Report, in full, each line of the material below in which the string "Nodes" occurs.

## PROVIDED INFORMATION
══════
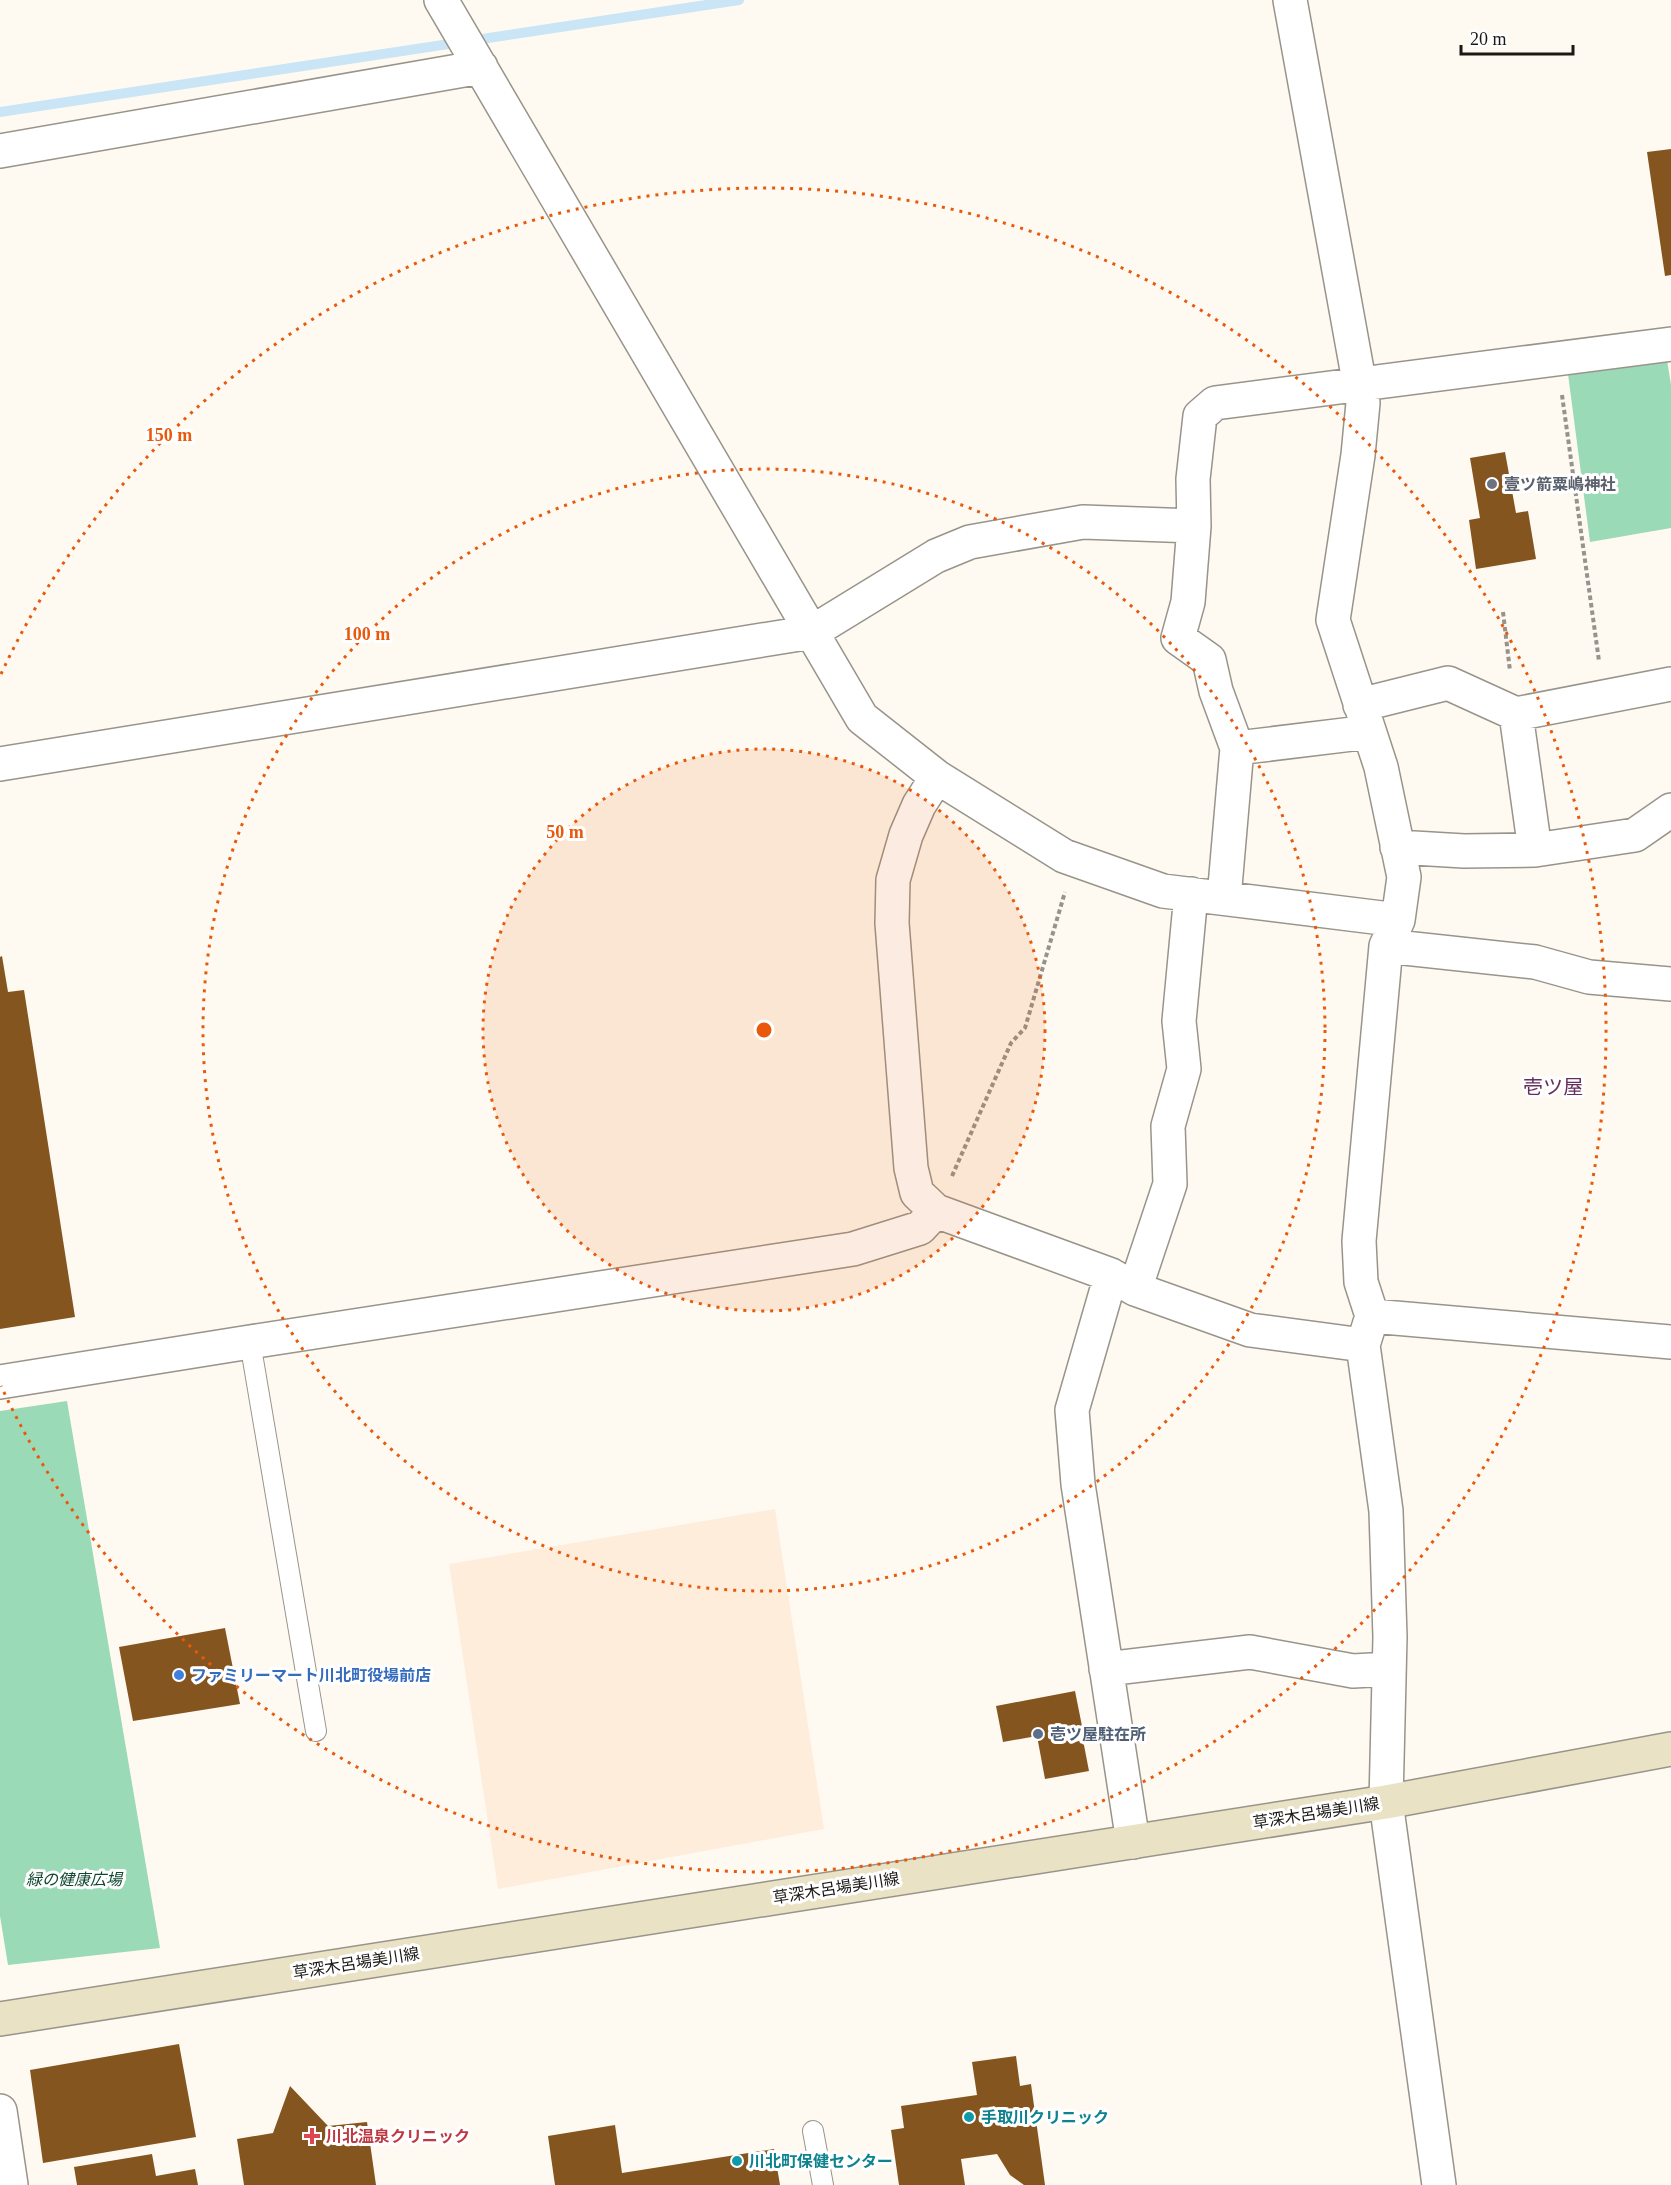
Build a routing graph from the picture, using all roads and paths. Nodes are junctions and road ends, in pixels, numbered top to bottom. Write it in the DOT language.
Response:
graph roads {
  1 [pos="1290,0"];
  2 [pos="448,12"];
  3 [pos="481,67"];
  4 [pos="0,151"];
  5 [pos="1671,344"];
  6 [pos="1557,359"];
  7 [pos="1359,384"];
  8 [pos="1194,526"];
  9 [pos="1503,612"];
  10 [pos="812,632"];
  11 [pos="1671,684"];
  12 [pos="1604,697"];
  13 [pos="1516,714"];
  14 [pos="1365,718"];
  15 [pos="1237,748"];
  16 [pos="0,764"];
  17 [pos="937,777"];
  18 [pos="1671,810"];
  19 [pos="1397,847"];
  20 [pos="1535,850"];
  21 [pos="1075,860"];
  22 [pos="1191,894"];
  23 [pos="1224,898"];
  24 [pos="1392,933"];
  25 [pos="1671,984"];
  26 [pos="936,1211"];
  27 [pos="1123,1282"];
  28 [pos="1367,1331"];
  29 [pos="250,1342"];
  30 [pos="1671,1342"];
  31 [pos="0,1382"];
  32 [pos="1106,1669"];
  33 [pos="1389,1669"];
  34 [pos="316,1731"];
  35 [pos="1671,1749"];
  36 [pos="1386,1802"];
  37 [pos="1133,1842"];
  38 [pos="0,2019"];
  39 [pos="0,2111"];
  40 [pos="813,2131"];
  41 [pos="11,2185"];
  42 [pos="823,2185"];
  43 [pos="1439,2185"];
  1 -- 7 [label="street"];
  2 -- 3 [label="street"];
  3 -- 4 [label="street"];
  3 -- 10 [label="street"];
  5 -- 6 [label="street"];
  6 -- 7 [label="street"];
  6 -- 12 [label="path"];
  7 -- 8 [label="street"];
  7 -- 14 [label="street"];
  8 -- 10 [label="street"];
  8 -- 15 [label="street"];
  9 -- 13 [label="path"];
  10 -- 16 [label="street"];
  10 -- 17 [label="street"];
  11 -- 12 [label="street"];
  12 -- 13 [label="street"];
  13 -- 14 [label="street"];
  13 -- 20 [label="street"];
  14 -- 15 [label="street"];
  14 -- 19 [label="street"];
  15 -- 23 [label="street"];
  17 -- 21 [label="street"];
  17 -- 26 [label="street"];
  18 -- 20 [label="street"];
  19 -- 20 [label="street"];
  19 -- 24 [label="street"];
  21 -- 22 [label="street"];
  21 -- 26 [label="path"];
  22 -- 23 [label="street"];
  22 -- 27 [label="street"];
  23 -- 24 [label="street"];
  24 -- 25 [label="street"];
  24 -- 28 [label="street"];
  26 -- 27 [label="street"];
  26 -- 29 [label="street"];
  27 -- 28 [label="street"];
  27 -- 32 [label="street"];
  28 -- 30 [label="street"];
  28 -- 33 [label="street"];
  29 -- 31 [label="street"];
  29 -- 34 [label="lane"];
  32 -- 33 [label="street"];
  32 -- 37 [label="street"];
  33 -- 36 [label="street"];
  35 -- 36 [label="main road, 草深木呂場美川線"];
  36 -- 37 [label="main road, 草深木呂場美川線"];
  36 -- 43 [label="street"];
  37 -- 38 [label="main road, 草深木呂場美川線"];
  39 -- 41 [label="street"];
  40 -- 42 [label="lane"];
}
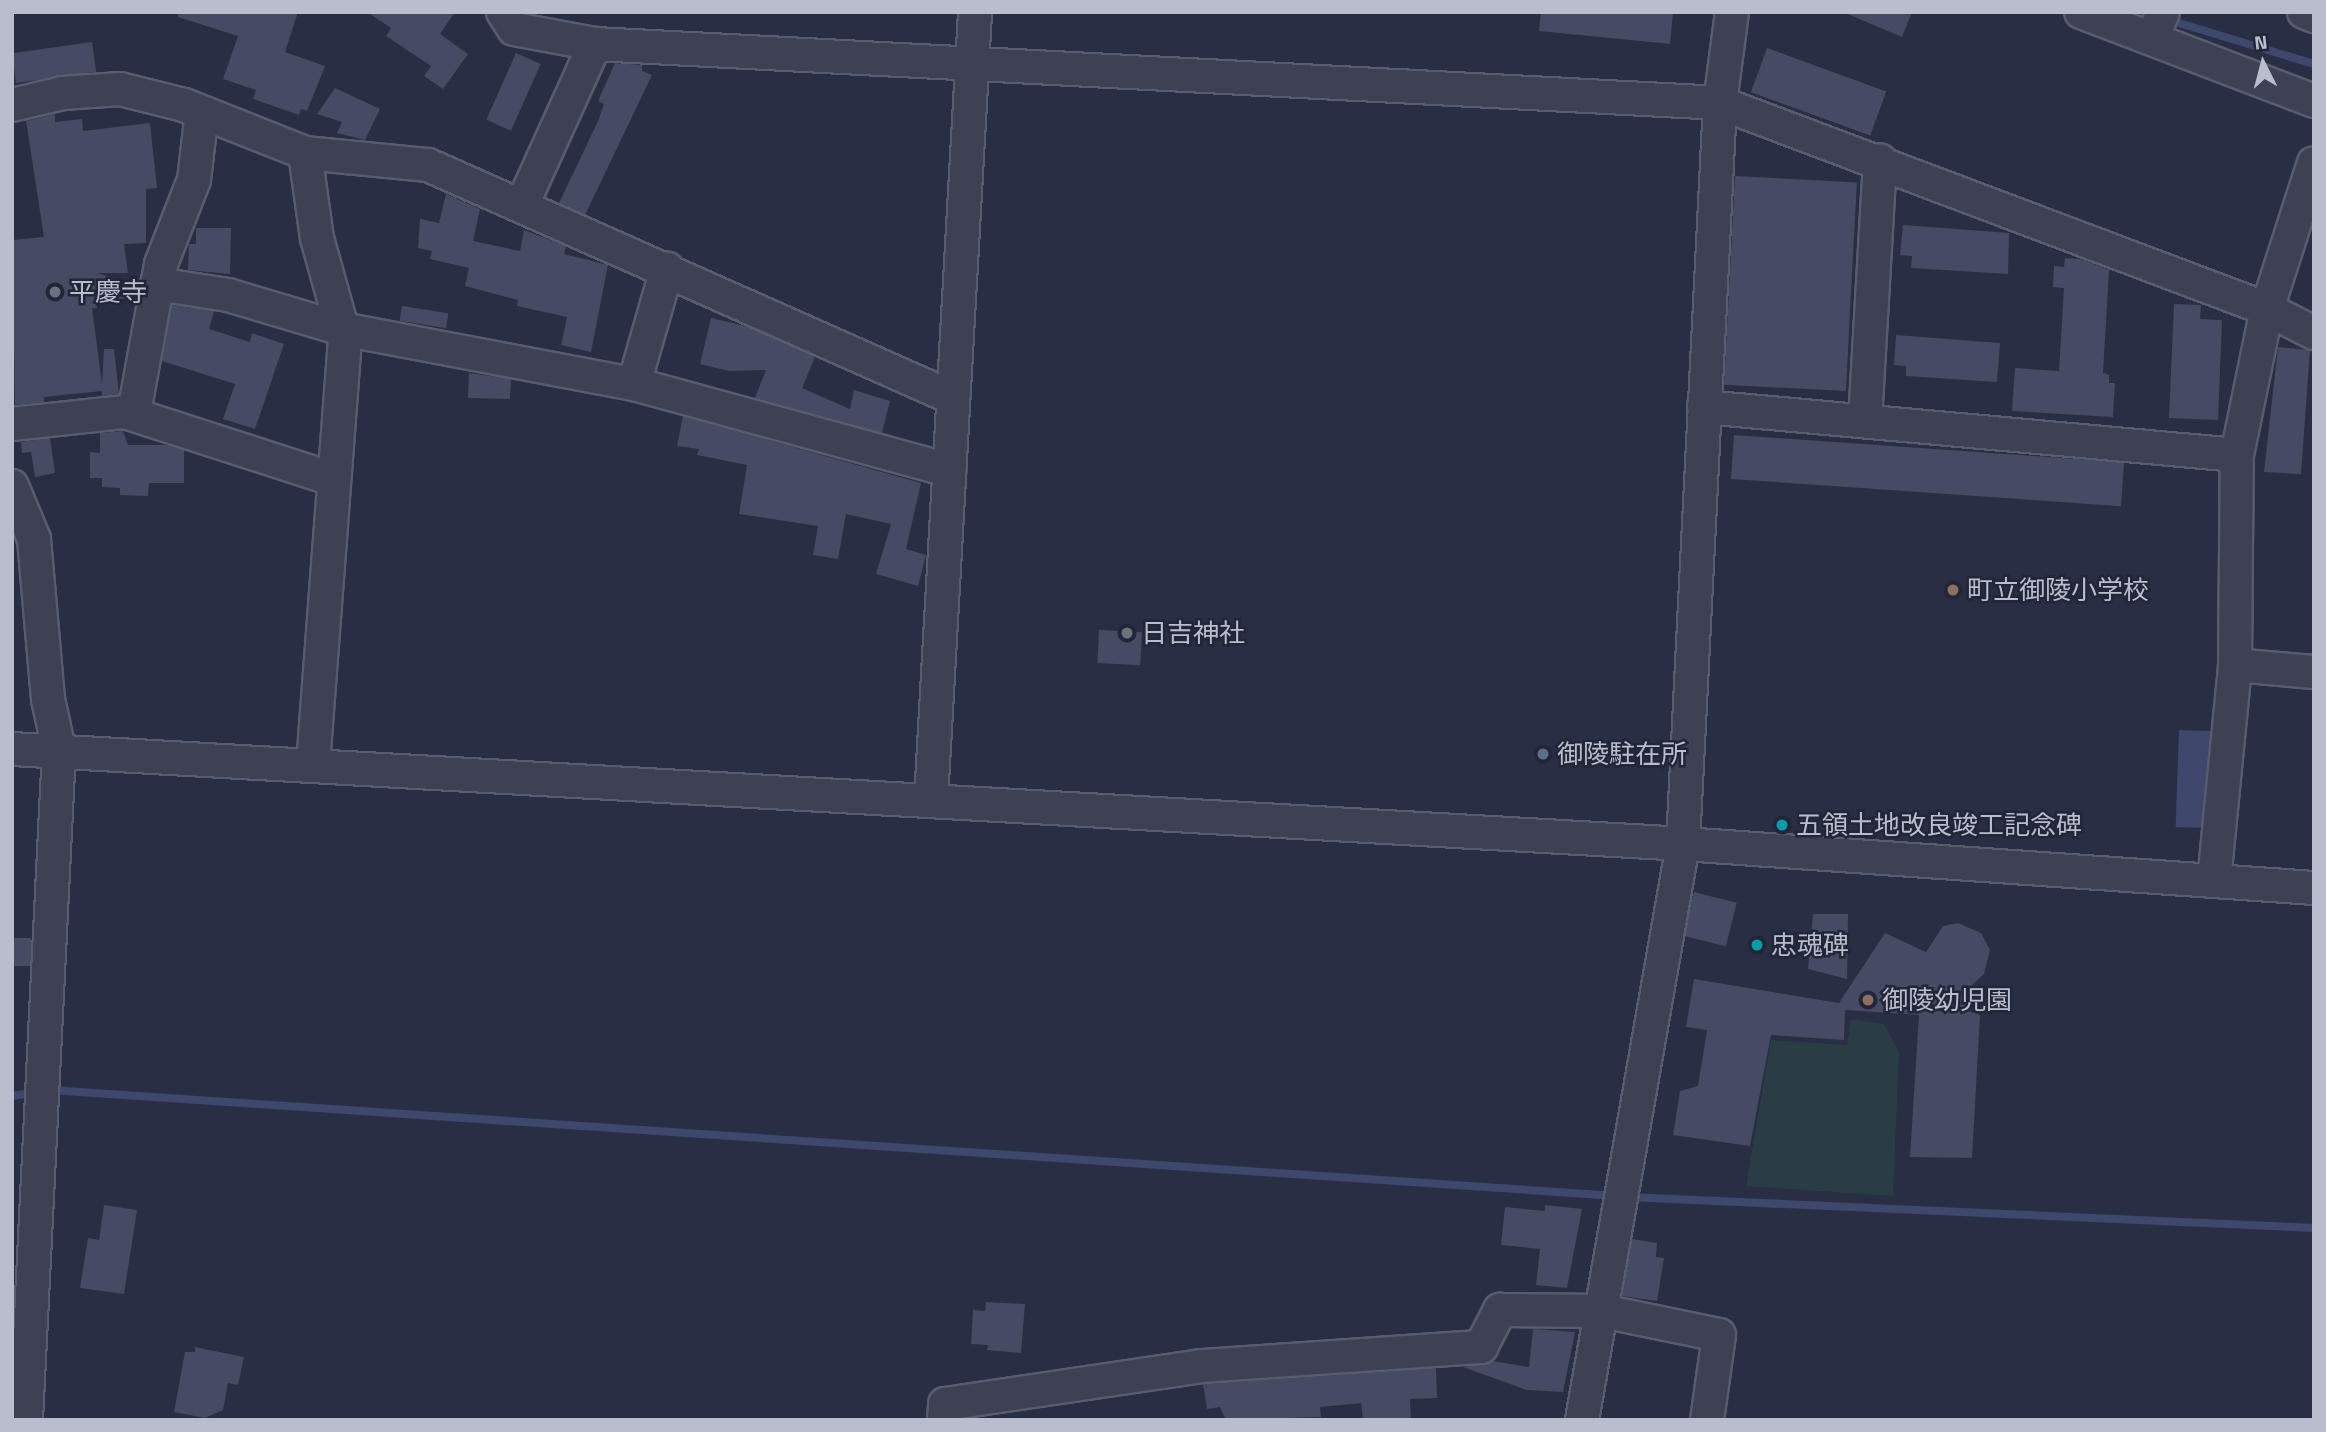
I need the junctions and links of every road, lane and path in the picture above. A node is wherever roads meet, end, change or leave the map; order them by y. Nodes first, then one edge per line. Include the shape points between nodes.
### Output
1 (503, 12) edge
2 (975, 12) edge
3 (1732, 12) edge
4 (2081, 12) edge
5 (2304, 12) edge
6 (2314, 16) edge
7 (2158, 25) edge
8 (595, 44) junction
9 (972, 65) junction
10 (2314, 101) edge
11 (1720, 103) junction
12 (12, 105) edge
13 (202, 112) junction
14 (305, 153) junction
15 (1880, 160) junction
16 (2314, 163) edge
17 (522, 205) junction
18 (667, 269) junction
19 (158, 284) junction
20 (2267, 309) junction
21 (342, 329) junction
22 (2314, 333) edge
23 (634, 384) junction
24 (953, 398) junction
25 (1704, 407) junction
26 (134, 413) junction
27 (1866, 421) junction
28 (12, 424) edge
29 (2237, 455) junction
30 (950, 470) junction
31 (333, 479) junction
32 (12, 486) edge
33 (2235, 665) junction
34 (2314, 673) edge
35 (12, 749) edge
36 (59, 750) junction
37 (313, 764) junction
38 (931, 800) junction
39 (1683, 844) junction
40 (2214, 881) junction
41 (2314, 888) edge
42 (1602, 1311) junction
43 (26, 1420) edge
44 (944, 1420) edge
45 (1582, 1420) edge
46 (1707, 1420) edge

1 - 8 street via 514,29
2 - 9 street
3 - 11 street
4 - 7 street
5 - 6 street
7 - 10 street
8 - 9 street
8 - 17 street
9 - 11 street
9 - 24 street
11 - 15 street
11 - 25 street
12 - 13 street via 63,93 120,89
13 - 14 street
13 - 19 street via 194,180
14 - 17 street via 428,165
14 - 21 street via 317,237
15 - 20 street
15 - 27 street
16 - 20 street
17 - 18 street
18 - 23 street
18 - 24 street
19 - 21 street via 228,295
19 - 26 street
20 - 22 street
20 - 29 street
21 - 23 street
21 - 31 street
23 - 30 street
24 - 30 street
25 - 27 street
25 - 39 street
26 - 28 street
26 - 31 street
27 - 29 street
29 - 33 street
30 - 38 street
31 - 37 street
32 - 36 street via 34,539 48,699
33 - 34 street
33 - 40 street
35 - 36 street
36 - 37 street
36 - 43 street
37 - 38 street
38 - 39 street
39 - 40 street
39 - 42 street
40 - 41 street
42 - 44 street via 1500,1310 1481,1347 1201,1366 945,1404
42 - 45 street
42 - 46 street via 1719,1335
══════
## PROBLEM SOLUTION
Build a routing graph from the picture, using all roads and paths. Nodes are junctions and road ends, in pixels, numbered top to bottom. Write it in the DOT language.
I need the junctions and links of every road, lane and path in the picture above. A node is wherever roads meet, end, change or leave the map; order them by y. Nodes first, then one edge per line. Include the shape points between nodes.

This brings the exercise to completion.